Une autre conception, qui est la nôtre, repose sur la liberté des parents. Quand on leur laisse la liberté, les parents, dans leur très grande majorité, choisissent l'école, même dès 3 ans – le taux d'enfants scolarisés atteignait, me semble-t-il, 97,2 % des enfants, avant même l'obligation. Sans qu'on ne fasse rien, donc, les parents, en grande majorité, sont d'eux-mêmes convaincus que l'école est une chance. Ils ne vous ont pas attendus pour cela. Ils n'attendent pas que l'État leur dicte leur comportement : ils savent ce qui est bon pour leurs enfants et, dans une très grande majorité des cas, l'école est une chance pour ces derniers. Certains parents décident toutefois, pour diverses raisons, en fonction de besoins spécifiques, d'une organisation différente ou de choix pédagogiques, de privilégier l'instruction en famille. Il y a donc bien deux méthodes, mais personne ne conteste que l'école puisse être une chance pour une très grande majorité des enfants. La différence, c'est que vous voulez l'imposer. Laissez la liberté et, d'eux-mêmes, les parents, qui savent ce qui est bon pour leurs enfants, décideront de les y mettre.

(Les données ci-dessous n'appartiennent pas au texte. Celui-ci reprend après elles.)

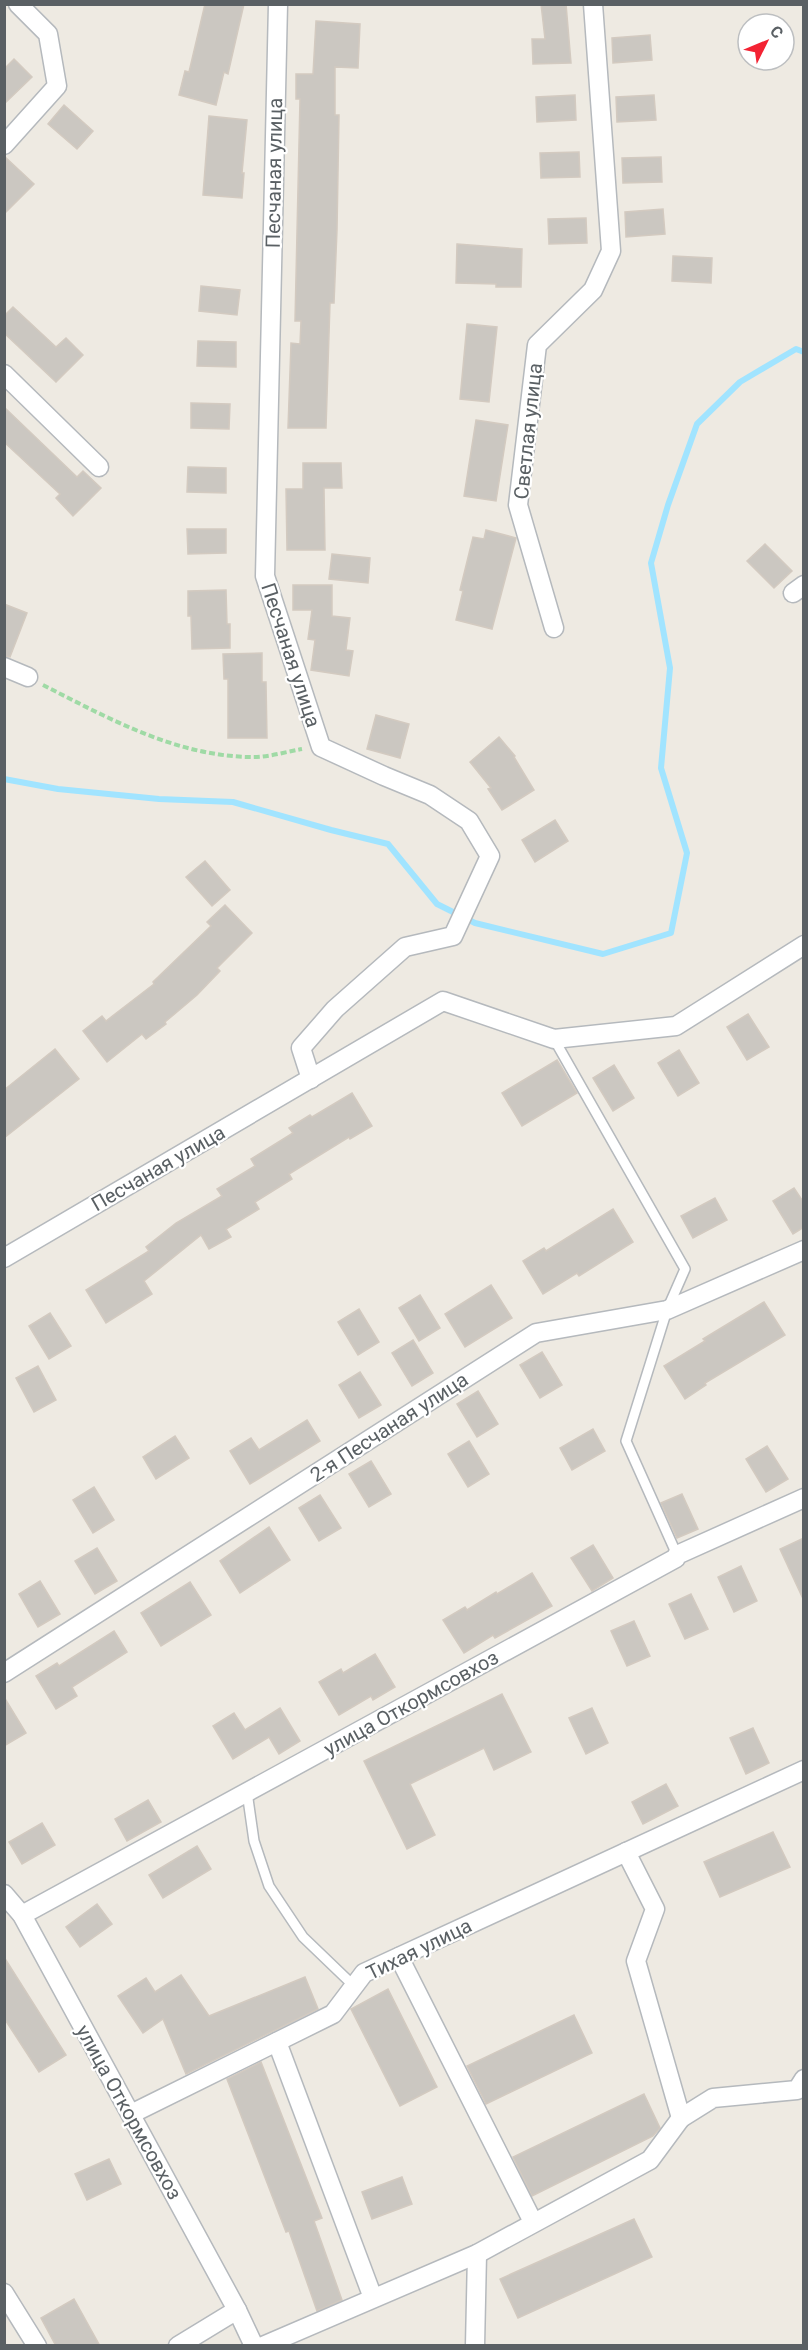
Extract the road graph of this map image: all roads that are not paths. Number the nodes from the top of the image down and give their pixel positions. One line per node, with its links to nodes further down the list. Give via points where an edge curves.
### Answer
1 (18, 4): 4 (street, via 48,34 57,86)
2 (278, 4): 12 (street, Песчаная улица, via 265,576 321,747 430,795 469,821 490,856 453,936 405,947 335,1009 301,1048)
3 (593, 4): 7 (street, Светлая улица, via 610,251 593,290 537,345 518,504)
4 (4, 145)
5 (4, 374): 6 (street)
6 (99, 467)
7 (554, 628)
8 (4, 667): 9 (street)
9 (28, 677)
10 (804, 945): 11 (street, Песчаная улица, via 676,1026)
11 (554, 1039): 12 (street, Песчаная улица, via 443,1001); 15 (lane, via 685,1269)
12 (310, 1079): 14 (street, Песчаная улица)
13 (804, 1250): 15 (street, 2-я Песчаная улица)
14 (4, 1258)
15 (667, 1310): 17 (lane, via 626,1442); 18 (street, 2-я Песчаная улица, via 536,1333)
16 (804, 1498): 17 (street, улица Откормсовхоз)
17 (677, 1555): 20 (street, улица Откормсовхоз)
18 (4, 1673)
19 (804, 1770): 21 (street, Тихая улица)
20 (247, 1792): 23 (street, улица Откормсовхоз); 25 (lane, via 254,1841 270,1886 303,1936)
21 (626, 1852): 24 (street, Тихая улица); 29 (street, via 655,1910 636,1961)
22 (4, 1894): 23 (street, улица Откормсовхоз)
23 (22, 1915): 28 (street, улица Откормсовхоз)
24 (399, 1957): 25 (street, Тихая улица, via 364,1972); 30 (street)
25 (354, 1986): 26 (street, Тихая улица, via 333,2014)
26 (277, 2042): 28 (street, Тихая улица); 33 (street)
27 (804, 2079): 29 (street, via 797,2090 713,2098)
28 (131, 2114): 34 (street, улица Откормсовхоз)
29 (681, 2118): 30 (street, via 650,2160)
30 (533, 2222): 31 (street)
31 (477, 2254): 33 (street); 39 (street)
32 (4, 2294): 35 (street)
33 (373, 2298): 38 (street)
34 (237, 2310): 36 (street); 37 (street, улица Откормсовхоз)
35 (37, 2346)
36 (178, 2346)
37 (254, 2346)
38 (263, 2346)
39 (476, 2346)

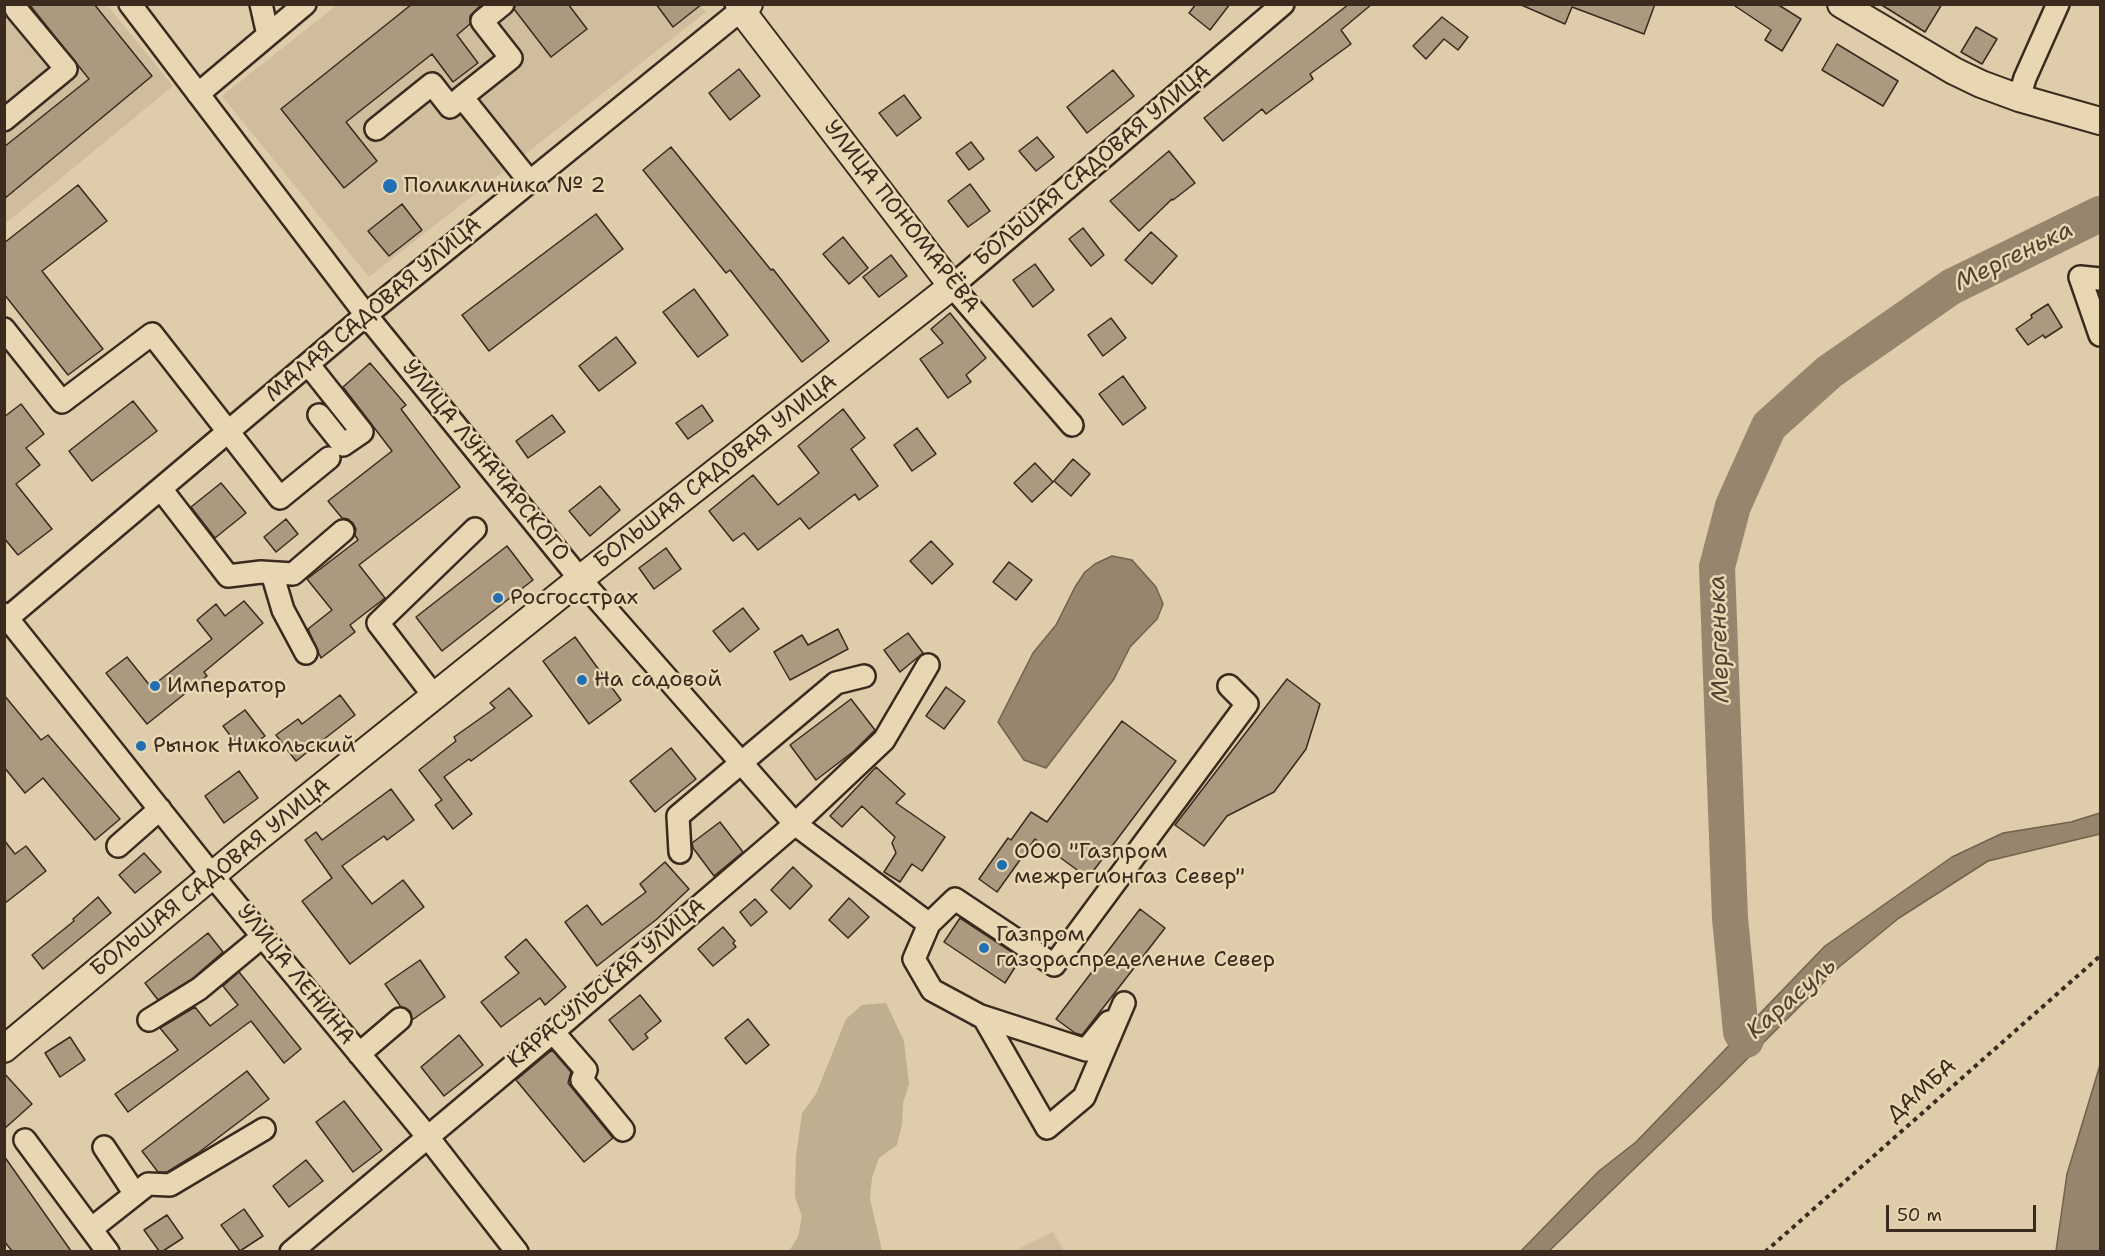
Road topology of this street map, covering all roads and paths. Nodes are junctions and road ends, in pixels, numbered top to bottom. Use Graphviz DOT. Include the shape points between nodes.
graph roads {
  1 [pos="130,4"];
  2 [pos="261,4"];
  3 [pos="305,4"];
  4 [pos="503,4"];
  5 [pos="1283,4"];
  6 [pos="1841,4"];
  7 [pos="2058,4"];
  8 [pos="742,6"];
  9 [pos="14,10"];
  10 [pos="268,35"];
  11 [pos="198,94"];
  12 [pos="462,97"];
  13 [pos="2019,98"];
  14 [pos="4,120"];
  15 [pos="2100,121"];
  16 [pos="376,129"];
  17 [pos="530,182"];
  18 [pos="2100,279"];
  19 [pos="952,286"];
  20 [pos="366,315"];
  21 [pos="4,329"];
  22 [pos="2100,335"];
  23 [pos="308,364"];
  24 [pos="319,415"];
  25 [pos="1072,425"];
  26 [pos="229,431"];
  27 [pos="329,458"];
  28 [pos="161,489"];
  29 [pos="474,529"];
  30 [pos="343,531"];
  31 [pos="272,573"];
  32 [pos="580,579"];
  33 [pos="6,618"];
  34 [pos="306,653"];
  35 [pos="928,665"];
  36 [pos="864,676"];
  37 [pos="1230,686"];
  38 [pos="434,696"];
  39 [pos="741,762"];
  40 [pos="160,809"];
  41 [pos="795,824"];
  42 [pos="118,846"];
  43 [pos="680,852"];
  44 [pos="212,875"];
  45 [pos="928,924"];
  46 [pos="263,936"];
  47 [pos="2100,956"];
  48 [pos="978,1015"];
  49 [pos="400,1019"];
  50 [pos="149,1020"];
  51 [pos="552,1032"];
  52 [pos="4,1049"];
  53 [pos="359,1054"];
  54 [pos="264,1129"];
  55 [pos="623,1130"];
  56 [pos="427,1136"];
  57 [pos="25,1140"];
  58 [pos="104,1147"];
  59 [pos="135,1194"];
  60 [pos="91,1229"];
  61 [pos="108,1251"];
  62 [pos="291,1251"];
  63 [pos="517,1251"];
  64 [pos="1765,1251"];
  1 -- 11 [label="street, УЛИЦА ЛУНАЧАРСКОГО"];
  2 -- 10 [label="street"];
  3 -- 10 [label="street"];
  4 -- 12 [label="street" via="482,21 511,58"];
  5 -- 19 [label="street, БОЛЬШАЯ САДОВАЯ УЛИЦА"];
  6 -- 13 [label="main road" via="1954,71"];
  7 -- 13 [label="street"];
  8 -- 17 [label="street, МАЛАЯ САДОВАЯ УЛИЦА"];
  8 -- 19 [label="main road, УЛИЦА ПОНОМАРЁВА"];
  9 -- 14 [label="street" via="66,69"];
  10 -- 11 [label="street"];
  11 -- 20 [label="street, УЛИЦА ЛУНАЧАРСКОГО"];
  12 -- 16 [label="street" via="450,106 432,84"];
  12 -- 17 [label="street"];
  13 -- 15 [label="main road"];
  17 -- 20 [label="street, МАЛАЯ САДОВАЯ УЛИЦА"];
  18 -- 22 [label="street" via="2080,277"];
  19 -- 25 [label="street, УЛИЦА ПОНОМАРЁВА"];
  19 -- 32 [label="main road, БОЛЬШАЯ САДОВАЯ УЛИЦА"];
  20 -- 23 [label="street, МАЛАЯ САДОВАЯ УЛИЦА"];
  20 -- 32 [label="street, УЛИЦА ЛУНАЧАРСКОГО"];
  21 -- 26 [label="street" via="62,402 152,334"];
  23 -- 24 [label="street" via="362,432 343,445"];
  23 -- 26 [label="street, МАЛАЯ САДОВАЯ УЛИЦА"];
  26 -- 27 [label="street" via="280,498"];
  26 -- 28 [label="street, МАЛАЯ САДОВАЯ УЛИЦА"];
  28 -- 31 [label="street" via="228,576"];
  28 -- 33 [label="street, МАЛАЯ САДОВАЯ УЛИЦА"];
  29 -- 38 [label="street" via="378,623"];
  30 -- 31 [label="street" via="293,574"];
  31 -- 34 [label="street" via="283,610"];
  32 -- 38 [label="main road, БОЛЬШАЯ САДОВАЯ УЛИЦА"];
  32 -- 39 [label="street, УЛИЦА ЛУНАЧАРСКОГО"];
  33 -- 40 [label="street, УЛИЦА ЛЕНИНА"];
  35 -- 41 [label="street" via="884,740"];
  36 -- 39 [label="street" via="836,683"];
  37 -- 45 [label="street" via="1247,704 1054,965 955,899"];
  38 -- 44 [label="main road, БОЛЬШАЯ САДОВАЯ УЛИЦА"];
  39 -- 41 [label="street, УЛИЦА ЛУНАЧАРСКОГО"];
  39 -- 43 [label="street" via="678,816"];
  40 -- 42 [label="street"];
  40 -- 44 [label="street, УЛИЦА ЛЕНИНА"];
  41 -- 45 [label="street"];
  41 -- 51 [label="street, КАРАСУЛЬСКАЯ УЛИЦА"];
  44 -- 46 [label="street, УЛИЦА ЛЕНИНА"];
  44 -- 52 [label="main road, БОЛЬШАЯ САДОВАЯ УЛИЦА"];
  45 -- 48 [label="street" via="914,959 932,990"];
  46 -- 50 [label="street" via="199,989"];
  46 -- 53 [label="street, УЛИЦА ЛЕНИНА"];
  47 -- 64 [label="path, ДАМБА"];
  48 -- 48 [label="street" via="984,1018 1047,1128 1084,1097 1124,1003 1086,1050"];
  49 -- 53 [label="street"];
  51 -- 55 [label="street" via="586,1070 582,1080"];
  51 -- 56 [label="street, КАРАСУЛЬСКАЯ УЛИЦА"];
  53 -- 56 [label="street, УЛИЦА ЛЕНИНА"];
  54 -- 59 [label="street" via="170,1185 148,1184"];
  56 -- 62 [label="street, КАРАСУЛЬСКАЯ УЛИЦА"];
  56 -- 63 [label="street, УЛИЦА ЛЕНИНА"];
  57 -- 60 [label="street"];
  58 -- 59 [label="street"];
  59 -- 60 [label="street"];
  60 -- 61 [label="street"];
}
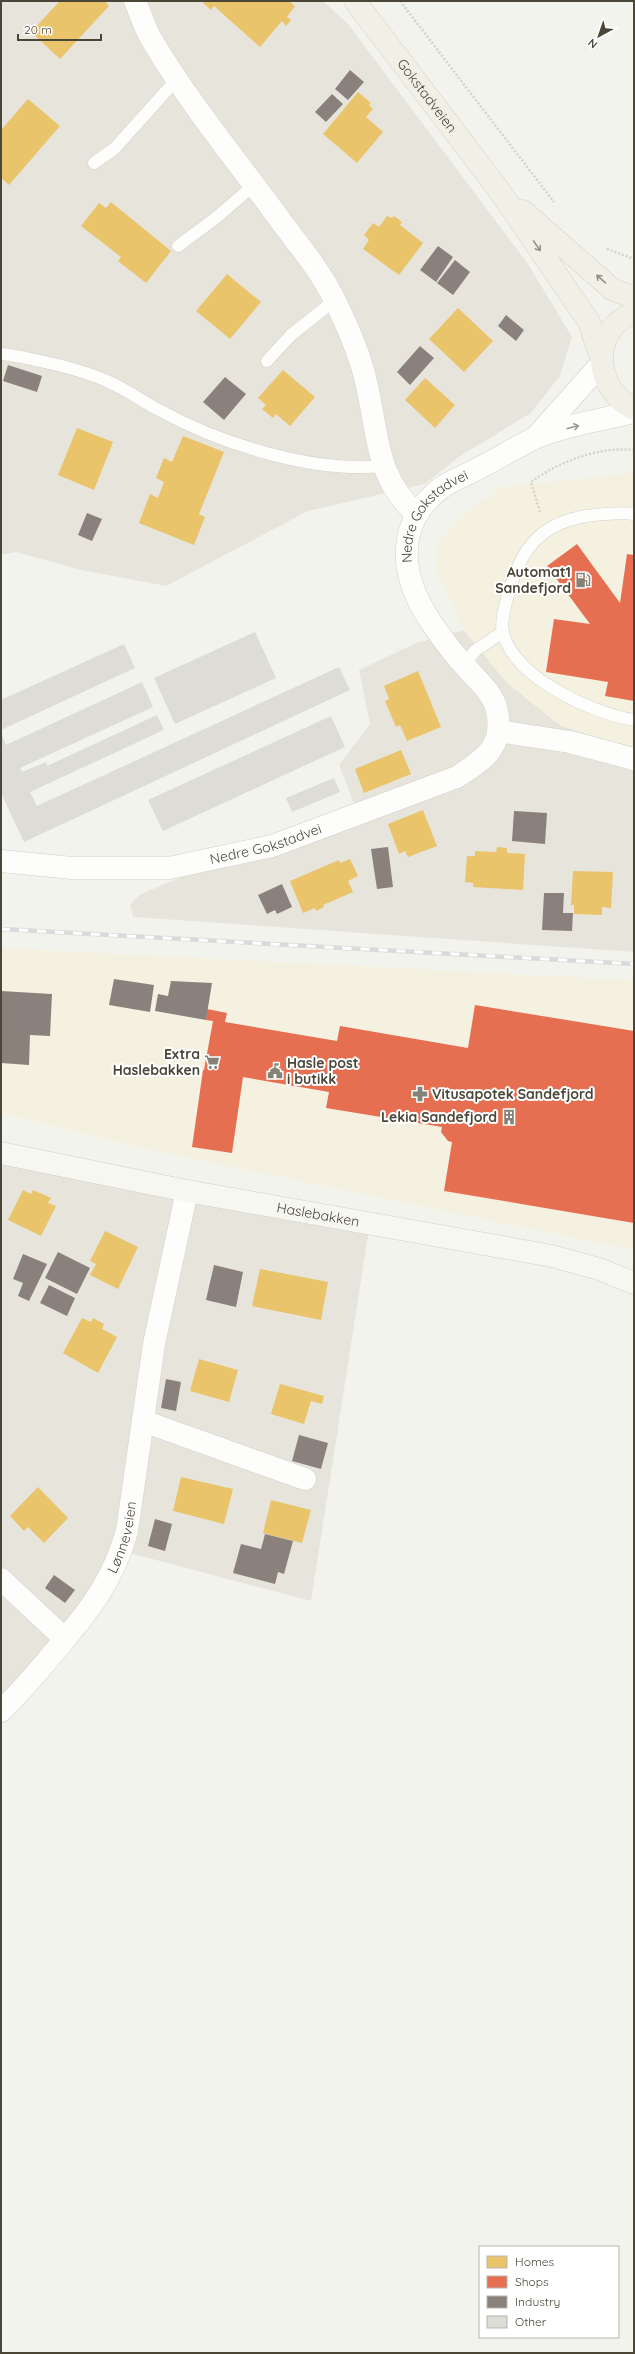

Le deuxième point sur lequel je tiens à revenir est l'argument très dangereux, que vous avez déjà employé en commission spéciale, selon lequel un seul cas justifierait la mesure. De tels arguments sont à l'origine des dérives liberticides et dictatoriales. En effet, en matière de liberté d'expression et de manifestation, cet argument fondé sur un seul cas permettrait de passer du régime de la déclaration de manifestation à celui de l'autorisation. Au prétexte qu'il n'y aurait qu'une seule manifestation où se seraient produits des excès de violence, on basculerait ainsi vers un régime d'autorisation ? Tout cela, de surcroît, se fait bien sûr sous le coup de l'émotion.
Je pourrais retourner l'argument : s'il n'y avait qu'un seul cas d'enfant harcelé à l'école ou d'enfant sortant de notre système éducatif sans les connaissances et les compétences minimales, quelles conclusions en tirerait-t-on ? Mais vous savez bien que la vie est plus compliquée. Je ne comprends pas qu'on puisse, au niveau ministériel, recourir à cet argument du « s'il n'y avait qu'un seul cas ».